The biggest improvisation you can make, if your favourite mover and shaker is unexpectedly killed, is to reveal to the Adventurers that the person they just destroyed was not, in fact, the main villain, but rather working for someone (or someones) higher up the food chain.
Your Players' Adventurers are Investigators, for want of a better term. It doesn't matter if the game is set in Mythic Babylon or M-Space: they are tracking down some miscreant, either to prevent a bigger crime from happening or to bring someone to justice for a crime already committed.
What happens if your Big Bad goes down in a hail of bullets at the end of the second act? Again, look to the "Diplomacy and Intrigue" solution above.
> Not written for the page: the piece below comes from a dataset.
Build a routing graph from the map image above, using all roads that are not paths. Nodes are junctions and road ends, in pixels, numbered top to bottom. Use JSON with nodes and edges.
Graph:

If the story is set in the modern era, the Adventurers find a cell phone on the dead guy's person, with a video from someone else (holding a loved one in an undisclosed location), or they find incriminating texts and/or calls to and from somebody else: someone who is clearly, by the messages sent, calling the shots.
Head of The Snake
So the Adventurers have indeed cut off the head of the snake in the second act. What now?
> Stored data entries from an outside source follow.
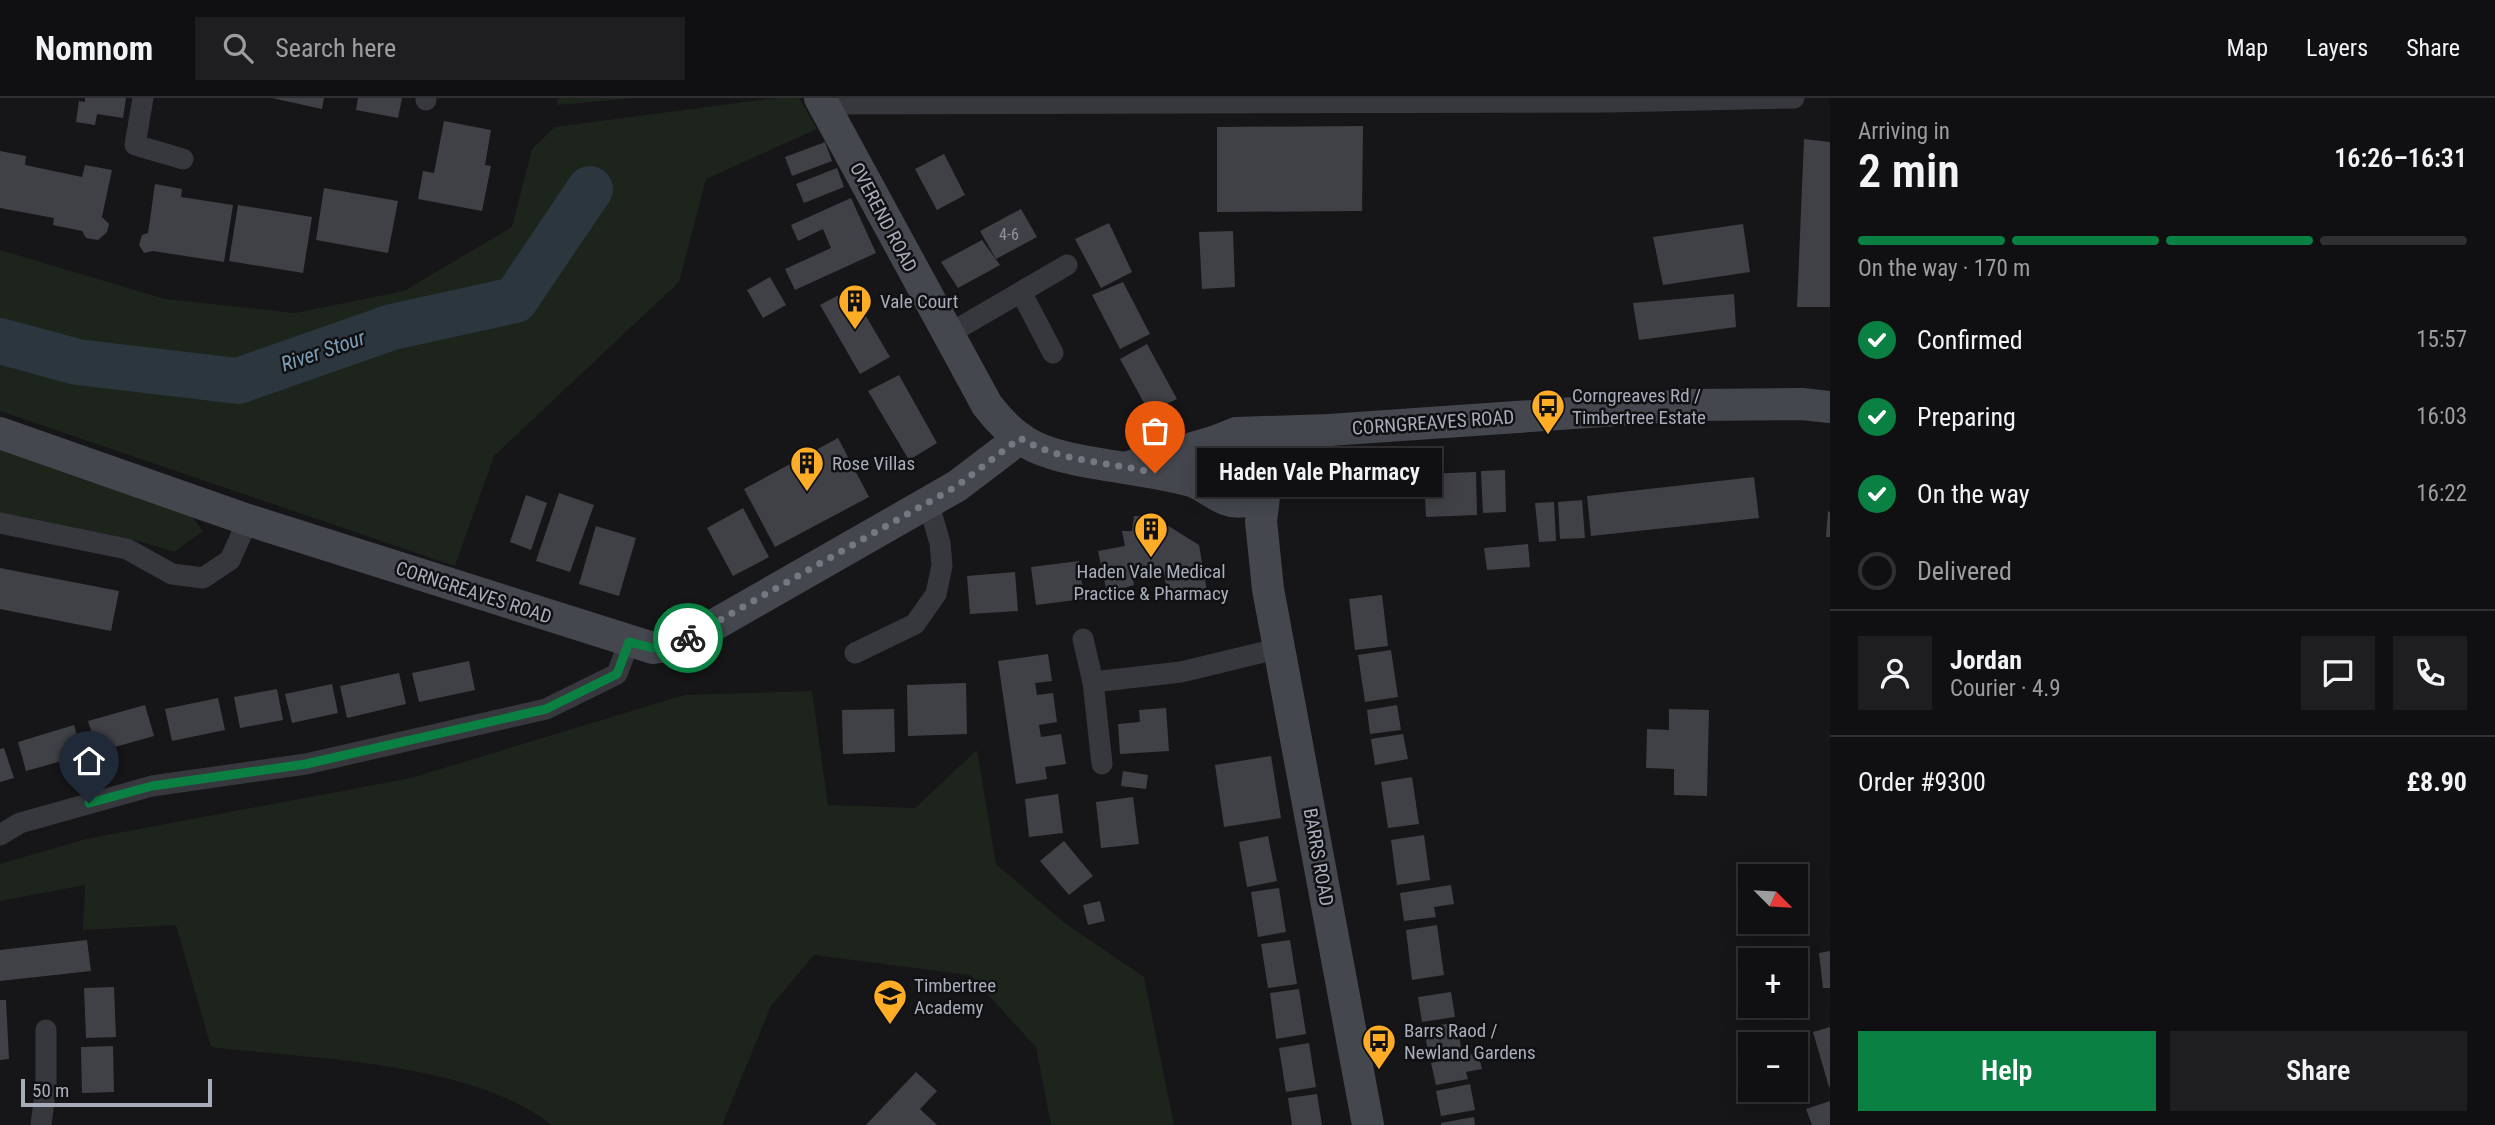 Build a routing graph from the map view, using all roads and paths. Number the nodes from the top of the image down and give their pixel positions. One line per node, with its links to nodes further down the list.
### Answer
1 (143, 98): 4 (street)
2 (1794, 98): 3 (street)
3 (821, 101): 7 (street, OVEREND ROAD)
4 (184, 159)
5 (1067, 265): 6 (street)
6 (1023, 294): 7 (street); 8 (street)
7 (947, 335): 13 (street, OVEREND ROAD)
8 (1053, 353)
9 (1830, 407): 10 (street, CORNGREAVES ROAD)
10 (1329, 430): 12 (street, CORNGREAVES ROAD); 16 (street, CORNGREAVES ROAD)
11 (0, 433): 19 (street, CORNGREAVES ROAD)
12 (1247, 434): 14 (street, CORNGREAVES ROAD); 16 (street)
13 (1020, 438): 15 (street, CORNGREAVES ROAD); 18 (street, CORNGREAVES ROAD)
14 (1216, 441): 15 (street, CORNGREAVES ROAD); 17 (street)
15 (1130, 467): 17 (street, CORNGREAVES ROAD)
16 (1268, 484): 17 (street, CORNGREAVES ROAD); 21 (street, BARRS ROAD)
17 (1217, 495): 21 (street, BARRS ROAD)
18 (928, 502): 23 (street, CORNGREAVES ROAD); 25 (street)
19 (248, 520): 20 (street); 23 (street, CORNGREAVES ROAD)
20 (0, 523)
21 (1268, 589): 24 (street, BARRS ROAD)
22 (1083, 639): 26 (street)
23 (629, 642): 28 (street)
24 (1280, 648): 26 (street); 31 (street, BARRS ROAD)
25 (856, 653)
26 (1093, 682): 27 (street)
27 (1102, 764)
28 (0, 835)
29 (46, 1030): 30 (street)
30 (41, 1125)
31 (1368, 1125)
Now, the game changes. Now, as Games Master, you lead the Adventurers through the consequences. The Big Bad has contingencies set up to avenge his death, by sending capable assassins after his killers; or a succession war starts up, as ambitious Lieutenants and henchmen start squabbling, and ultimately going to war over, their little piece of the Big Bad's empire of crime. This is a scenario which would work great in a police procedural game, an intrigue game, even a modern game of espionage or superheroes such as The Design Mechanism's forthcoming Destined or Department M.
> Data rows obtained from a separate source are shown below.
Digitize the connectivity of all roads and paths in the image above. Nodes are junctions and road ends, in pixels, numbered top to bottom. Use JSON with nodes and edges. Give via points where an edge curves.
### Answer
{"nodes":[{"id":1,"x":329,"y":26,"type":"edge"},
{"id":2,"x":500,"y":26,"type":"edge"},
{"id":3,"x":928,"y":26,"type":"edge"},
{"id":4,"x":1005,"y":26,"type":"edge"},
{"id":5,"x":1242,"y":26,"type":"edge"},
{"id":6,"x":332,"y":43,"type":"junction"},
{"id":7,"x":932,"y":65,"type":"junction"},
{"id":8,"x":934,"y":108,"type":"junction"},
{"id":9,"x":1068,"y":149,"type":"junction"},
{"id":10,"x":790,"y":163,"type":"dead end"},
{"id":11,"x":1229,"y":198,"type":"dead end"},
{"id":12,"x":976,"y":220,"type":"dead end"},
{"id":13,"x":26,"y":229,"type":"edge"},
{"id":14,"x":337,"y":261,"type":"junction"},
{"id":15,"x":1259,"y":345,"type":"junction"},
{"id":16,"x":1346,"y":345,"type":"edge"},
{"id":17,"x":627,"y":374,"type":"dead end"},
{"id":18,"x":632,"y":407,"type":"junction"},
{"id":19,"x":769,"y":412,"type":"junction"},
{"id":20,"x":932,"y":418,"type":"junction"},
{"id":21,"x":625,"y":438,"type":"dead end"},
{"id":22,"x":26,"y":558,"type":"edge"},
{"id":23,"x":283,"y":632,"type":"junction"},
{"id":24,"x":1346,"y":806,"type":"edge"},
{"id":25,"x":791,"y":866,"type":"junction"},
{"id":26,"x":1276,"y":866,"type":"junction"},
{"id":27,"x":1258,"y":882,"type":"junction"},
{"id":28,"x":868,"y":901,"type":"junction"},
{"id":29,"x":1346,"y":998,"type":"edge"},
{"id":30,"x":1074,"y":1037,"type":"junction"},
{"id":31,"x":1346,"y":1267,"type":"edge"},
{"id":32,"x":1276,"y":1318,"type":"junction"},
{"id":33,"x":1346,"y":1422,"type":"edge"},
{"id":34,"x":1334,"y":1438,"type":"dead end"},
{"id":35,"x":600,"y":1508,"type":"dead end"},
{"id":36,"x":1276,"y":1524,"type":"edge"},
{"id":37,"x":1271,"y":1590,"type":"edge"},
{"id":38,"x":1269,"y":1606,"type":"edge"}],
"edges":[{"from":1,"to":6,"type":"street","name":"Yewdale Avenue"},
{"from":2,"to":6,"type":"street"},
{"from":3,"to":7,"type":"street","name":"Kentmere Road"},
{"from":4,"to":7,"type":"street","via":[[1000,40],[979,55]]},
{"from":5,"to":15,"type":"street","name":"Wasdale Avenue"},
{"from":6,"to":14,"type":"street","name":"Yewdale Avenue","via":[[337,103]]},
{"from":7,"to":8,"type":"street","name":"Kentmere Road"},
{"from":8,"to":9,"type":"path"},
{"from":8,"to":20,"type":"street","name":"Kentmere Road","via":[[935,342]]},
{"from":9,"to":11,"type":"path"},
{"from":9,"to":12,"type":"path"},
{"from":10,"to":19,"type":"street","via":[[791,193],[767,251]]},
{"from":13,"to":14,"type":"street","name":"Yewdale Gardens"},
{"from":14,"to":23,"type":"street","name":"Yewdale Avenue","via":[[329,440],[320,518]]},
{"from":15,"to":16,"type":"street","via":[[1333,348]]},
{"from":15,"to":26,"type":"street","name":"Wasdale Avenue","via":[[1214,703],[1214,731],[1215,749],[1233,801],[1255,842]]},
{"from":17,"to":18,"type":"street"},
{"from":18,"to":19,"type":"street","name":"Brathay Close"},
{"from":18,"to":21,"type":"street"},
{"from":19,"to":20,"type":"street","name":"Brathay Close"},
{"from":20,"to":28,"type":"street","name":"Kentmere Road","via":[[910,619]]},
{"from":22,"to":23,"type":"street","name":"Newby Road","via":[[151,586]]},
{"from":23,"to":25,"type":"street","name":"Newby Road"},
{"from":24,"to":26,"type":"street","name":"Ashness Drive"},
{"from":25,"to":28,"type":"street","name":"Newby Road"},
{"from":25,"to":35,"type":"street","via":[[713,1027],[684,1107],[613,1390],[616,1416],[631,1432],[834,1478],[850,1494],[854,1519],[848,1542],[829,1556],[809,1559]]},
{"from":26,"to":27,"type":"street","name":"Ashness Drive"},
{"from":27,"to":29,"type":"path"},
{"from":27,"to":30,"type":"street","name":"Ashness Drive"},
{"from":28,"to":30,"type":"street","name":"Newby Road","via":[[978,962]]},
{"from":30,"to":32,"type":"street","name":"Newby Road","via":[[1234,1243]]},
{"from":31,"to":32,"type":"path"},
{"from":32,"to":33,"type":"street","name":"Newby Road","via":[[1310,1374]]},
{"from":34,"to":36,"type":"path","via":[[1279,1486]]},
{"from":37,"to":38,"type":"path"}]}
The Adventurers could have killed the Big Bad, only to find the same person standing in the very next room, as though he had never even died. It had all been an illusion, or even some sort of strange spell or psionic mechanism to make them all think they'd just defeated the Big Bad - and, in fact, even their presence in the next room is also just another illusion.
One Last Thought
There will never be a perfect scenario, because the Players are so ingenious in figuring out who the shot callers are, and hitting them with everything they've got. If the little person in the corner of the room starts chanting and waving their arms about, chances are they're preparing some dangerous spell, so every character with a ranged weapon is going to aim right for the little guy with the pointy hat the minute they've done a Perception check in the room. They always assume that the mage is always going to be the master tactician, and they'll select that target accordingly.
If you find that your Players tend to think this way, and all you're doing is running arcade-style violence and dungeon crawling, the best arena in which to improvise is in the realm of scenarios where improvisation is practically a requirement: games where the objectives are dialogue, diplomacy, intrigue, investigation, and where surprises are practically expected - such as Raymond Chandler's famous solution to reader boredom, which involved a man bursting into the room, brandishing a gun. Just shoot back first, and ask questions afterwards. Just make sure there are clues in the dead guy's pockets, so you'll have someone else to ask questions to.
If your little improvisation - a discovery of strange foreign coins on the bad dead guy's person, or a letter from a third party, or a text or email to the Big Bad from the real shot caller - keeps the Adventurers on their toes, gets them to think that there was more to this than just a fight in a dark alley or some catacomb, then you'll be able to manage to turn what could have stalled your adventure in its tracks into a pause in the action, as it shifts in another direction. If your Players don't read this post, they could go along with your improv and not even see the join.
And if you make improv a part of all your stories, even the ones which are going smoothly and exactly according to your plan, then they may well never even realise how close they came to bringing your scanerio to an abrupt halt. Just carry on, and keep a straight face the whole time. You've got this.